# RECORDS FOR PROCESSING:

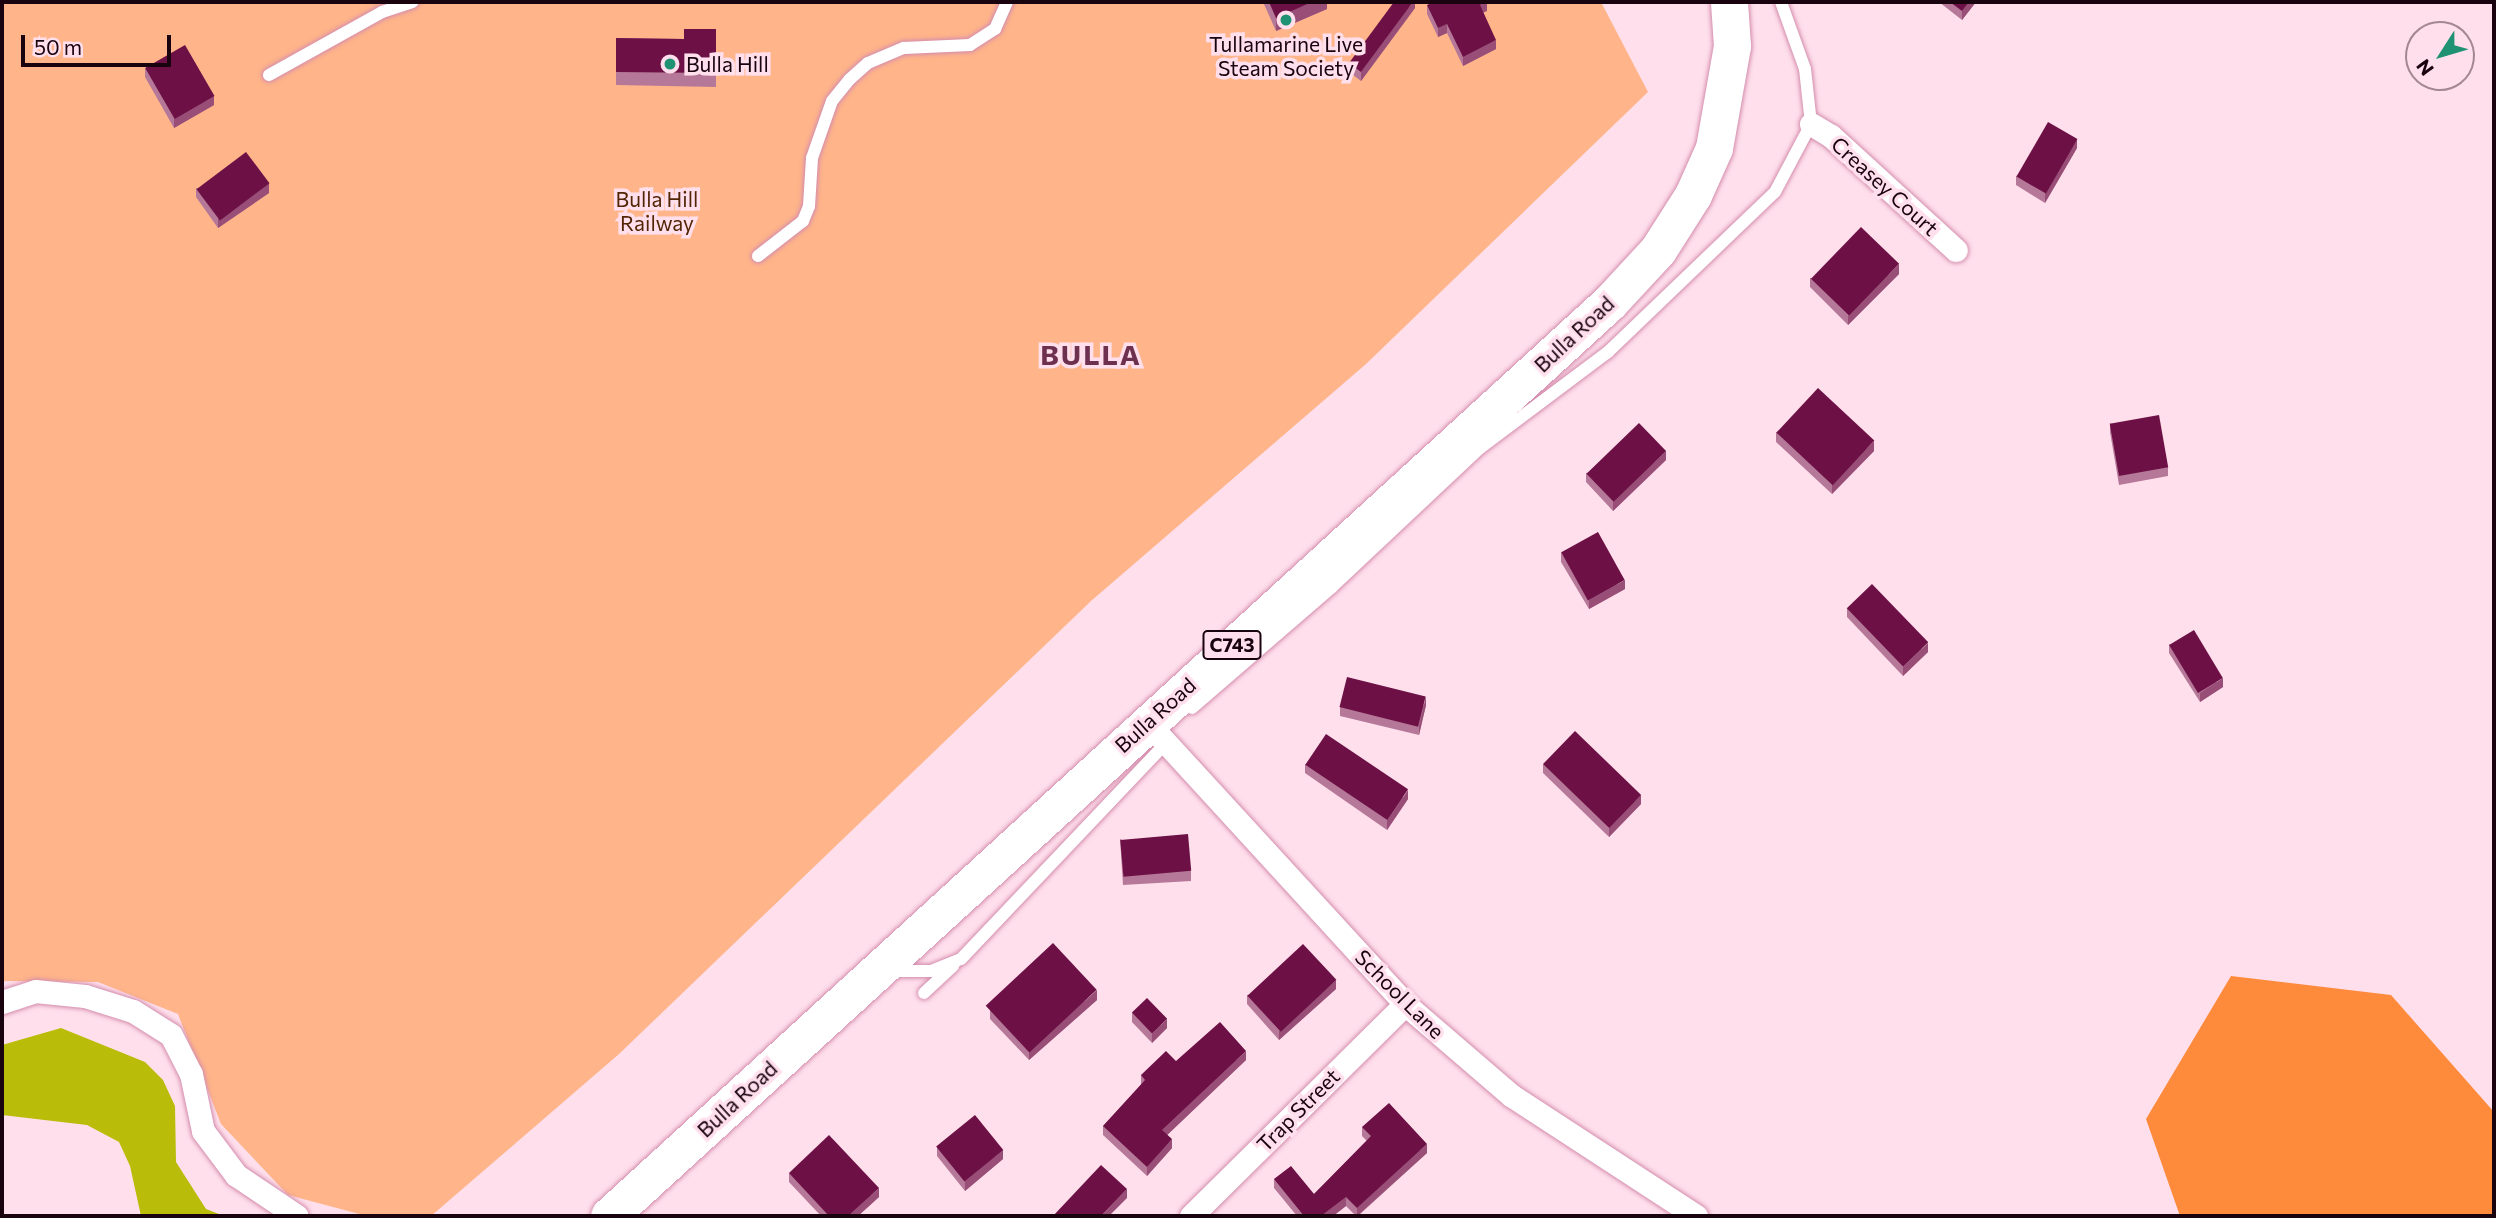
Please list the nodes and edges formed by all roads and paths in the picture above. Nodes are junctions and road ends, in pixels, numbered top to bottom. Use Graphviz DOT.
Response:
graph roads {
  1 [pos="412,2"];
  2 [pos="1007,2"];
  3 [pos="1729,2"];
  4 [pos="1781,2"];
  5 [pos="269,75"];
  6 [pos="1811,124"];
  7 [pos="1956,250"];
  8 [pos="758,256"];
  9 [pos="1165,729"];
  10 [pos="961,959"];
  11 [pos="872,975"];
  12 [pos="924,993"];
  13 [pos="2,1002"];
  14 [pos="1405,1004"];
  15 [pos="297,1216"];
  16 [pos="609,1216"];
  17 [pos="1191,1216"];
  18 [pos="1696,1216"];
  1 -- 5 [label="lane"];
  2 -- 8 [label="lane"];
  3 -- 9 [label="main road, Bulla Road / C743"];
  4 -- 6 [label="lane"];
  6 -- 7 [label="street, Creasey Court"];
  6 -- 9 [label="lane, Bulla Road"];
  9 -- 10 [label="lane"];
  9 -- 11 [label="main road, Bulla Road / C743"];
  9 -- 14 [label="street, School Lane"];
  10 -- 11 [label="lane"];
  10 -- 12 [label="lane"];
  11 -- 16 [label="main road, Bulla Road / C743"];
  13 -- 15 [label="street"];
  14 -- 17 [label="street, Trap Street"];
  14 -- 18 [label="street, School Lane"];
}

# ACTION ITEM:
Please give back all the records above word for word, with no pictures included.

# WRITTEN SOLUTION:
Please list the nodes and edges formed by all roads and paths in the picture above. Nodes are junctions and road ends, in pixels, numbered top to bottom. Use Graphviz DOT.
Response:
graph roads {
  1 [pos="412,2"];
  2 [pos="1007,2"];
  3 [pos="1729,2"];
  4 [pos="1781,2"];
  5 [pos="269,75"];
  6 [pos="1811,124"];
  7 [pos="1956,250"];
  8 [pos="758,256"];
  9 [pos="1165,729"];
  10 [pos="961,959"];
  11 [pos="872,975"];
  12 [pos="924,993"];
  13 [pos="2,1002"];
  14 [pos="1405,1004"];
  15 [pos="297,1216"];
  16 [pos="609,1216"];
  17 [pos="1191,1216"];
  18 [pos="1696,1216"];
  1 -- 5 [label="lane"];
  2 -- 8 [label="lane"];
  3 -- 9 [label="main road, Bulla Road / C743"];
  4 -- 6 [label="lane"];
  6 -- 7 [label="street, Creasey Court"];
  6 -- 9 [label="lane, Bulla Road"];
  9 -- 10 [label="lane"];
  9 -- 11 [label="main road, Bulla Road / C743"];
  9 -- 14 [label="street, School Lane"];
  10 -- 11 [label="lane"];
  10 -- 12 [label="lane"];
  11 -- 16 [label="main road, Bulla Road / C743"];
  13 -- 15 [label="street"];
  14 -- 17 [label="street, Trap Street"];
  14 -- 18 [label="street, School Lane"];
}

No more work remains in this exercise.